Tweak the original slang dictionary from nltk to fix some issues encountered on out dataset

In [None]:
slangdict.pop('im', None)
slangdict.pop('blog', None)
slangdict['dm'] = 'direct message'
slangdict['ed'] = 'stupid'
slangdict['x'] = 'kisses'
slangdict['urg'] = 'pissed'
slangdict['aww'] = 'affection'
slangdict['aw'] = 'affection'
slangdict['tf'] = 'what the fuck'
slangdict['r'] = 'are'
slangdict['ed'] = 'stupid'
slangdict['wah'] = 'wonder'
slangdict['tryna']= 'trying to'
slangdict['xo'] = 'kisses'
slangdict['frikken'] = 'freaking'
slangdict['kn0w'] = 'know'
slangdict['rt'] = ''

Load extra slang mappings

In [None]:
extra_slang = json.load(open('extra_slang.json'))
extra_slang = dict((k.lower(), v.lower()) for k, v in extra_slang.items())

## Contractions

In [None]:
negative_cont = {
    '/s': 'sarcasm',
    'rt': '',
    '2': 'to',
    'u': 'you',
    'wi-fi': 'wifi',
    'im': "i am",
    'bea': 'be a',
    'taks': 'tasks',
    'havea': 'have a',
    "dont": "do not", 
    "don't": "do not",
    "doesnt": "does not",
    "doesn't": "does not",
    "didnt": "did not", 
    "didn't": "did not",
    "aint": "am not",
    "ain't": "am not",
    "arent": "are not",
    "aren't": "are not",
    "isnt": "is not",
    "isn't": "is not",
    "wasn't": "was not",
    "wasnt": "was not",
    "haven't": "have not",
    "havent": "have not",
    "hasnt": "has not",
    "hasn't": "has not",
    "hadnt": "had not",
    "hadn't": "had not",
    "wont": "will not",
    "won't": "will not",
    "wouldnt": "would not",
    "wouldn't": "would not",
    "cant": "can not",
    "can't": "can not",
    "couldn't": "could not",
    "couldnt": "could not",
    "shan't": "shall not",
    "shant": "shall not",
    "shouldn't": "should not",
    "shouldnt": "should not",
    "mightn't": "might not",
    "mightnt": "might not",
    "wouldn't": "would not",
    "oughtn't": "ought not",
    "oughtnt": "ought not",
    "mustn't": "must not",
    "needn't": "need not",
    "wouldn't": "would not",
    "daren't": "dare not",
    "dang": "frustration",
    "dangg": "frustration",
    "ohh": "oh",
    "mee": "me",
    "ed": "stupid",
    "domt": "do not",
    "xo": "kisses"
}

# Text processing

In [None]:
seg= Segmenter("twitter")
lm = nltk.WordNetLemmatizer()
sm = EnglishStemmer()

def lemmatizer(data): # For processing, lemmatization is used
    return [lm.lemmatize(w) for w in data]

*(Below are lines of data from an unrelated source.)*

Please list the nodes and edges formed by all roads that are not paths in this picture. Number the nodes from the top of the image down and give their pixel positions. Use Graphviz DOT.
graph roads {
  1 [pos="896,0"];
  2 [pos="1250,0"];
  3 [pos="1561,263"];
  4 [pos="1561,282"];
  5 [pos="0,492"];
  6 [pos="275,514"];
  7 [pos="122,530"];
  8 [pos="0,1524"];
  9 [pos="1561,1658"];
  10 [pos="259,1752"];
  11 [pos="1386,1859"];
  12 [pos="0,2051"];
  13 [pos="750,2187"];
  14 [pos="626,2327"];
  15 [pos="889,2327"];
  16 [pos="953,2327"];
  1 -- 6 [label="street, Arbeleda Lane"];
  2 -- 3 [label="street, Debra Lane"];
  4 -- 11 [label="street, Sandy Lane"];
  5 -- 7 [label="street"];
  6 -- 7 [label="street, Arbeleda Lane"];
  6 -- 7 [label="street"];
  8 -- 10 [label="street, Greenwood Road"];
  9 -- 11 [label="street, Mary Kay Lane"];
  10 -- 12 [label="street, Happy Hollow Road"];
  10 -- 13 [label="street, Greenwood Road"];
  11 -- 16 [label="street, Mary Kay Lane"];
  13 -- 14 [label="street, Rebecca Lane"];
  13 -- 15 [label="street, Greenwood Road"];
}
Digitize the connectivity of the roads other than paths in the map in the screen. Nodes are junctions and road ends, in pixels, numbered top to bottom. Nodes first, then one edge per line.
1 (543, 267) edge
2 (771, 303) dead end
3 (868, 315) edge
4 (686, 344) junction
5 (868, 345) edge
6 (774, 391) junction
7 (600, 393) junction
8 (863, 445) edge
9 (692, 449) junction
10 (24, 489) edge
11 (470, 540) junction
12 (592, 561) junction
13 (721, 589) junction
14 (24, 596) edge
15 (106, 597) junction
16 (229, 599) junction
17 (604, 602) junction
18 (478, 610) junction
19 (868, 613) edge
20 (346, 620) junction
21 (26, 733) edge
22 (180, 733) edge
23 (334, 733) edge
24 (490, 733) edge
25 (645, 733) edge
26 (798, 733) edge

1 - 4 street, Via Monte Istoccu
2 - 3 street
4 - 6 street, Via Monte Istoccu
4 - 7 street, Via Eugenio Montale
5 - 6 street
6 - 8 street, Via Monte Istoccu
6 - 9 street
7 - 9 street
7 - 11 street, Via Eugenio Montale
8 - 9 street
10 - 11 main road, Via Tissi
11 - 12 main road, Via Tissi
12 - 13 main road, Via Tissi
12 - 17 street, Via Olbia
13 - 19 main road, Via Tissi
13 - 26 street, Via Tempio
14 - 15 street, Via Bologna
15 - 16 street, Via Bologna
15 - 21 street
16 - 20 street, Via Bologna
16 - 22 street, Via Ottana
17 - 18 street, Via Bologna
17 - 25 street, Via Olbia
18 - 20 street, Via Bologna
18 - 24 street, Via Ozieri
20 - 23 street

def stemmatizer(data): #Not used 
    return [sm.stem(w) for w in data]

## Utilities

In [None]:
def replace_numbers(text):
    return re.sub('\w*[0-9]+', '', text)

def replace_question(text):
    return re.sub(r'(\?)+', '', text)

def replace_exclamation(text):
    return re.sub(r'(\!)+', '', text)

def remove_punct(text):
    punctionation = string.punctuation
    text  = ''.join([char for char in text if char not in punctionation])
    return text

In [None]:
def unpack_hashtag(text):
    #Attempts to split a hashtag in segments
    words = text.split()
    return ' '.join([seg.segment(w[1:]) if (w[0] == '#') else w for w in words ])

def remove_stop_words(text):
    #Returns a text without any stop words
    #List of stop words is provided from nltk.corpus
    text= text.lower()
    stop_words = set(stopwords.words('english'))
    filtered_sentence = ' '.join([w for w in text.split() if not w in stop_words])
    return filtered_sentence

def handle_elong(text):
    #Prevent enlongations by allowing a character to repeat up to 2 times only.
    return re.sub(r'(.)\1+', r'\1\1', text)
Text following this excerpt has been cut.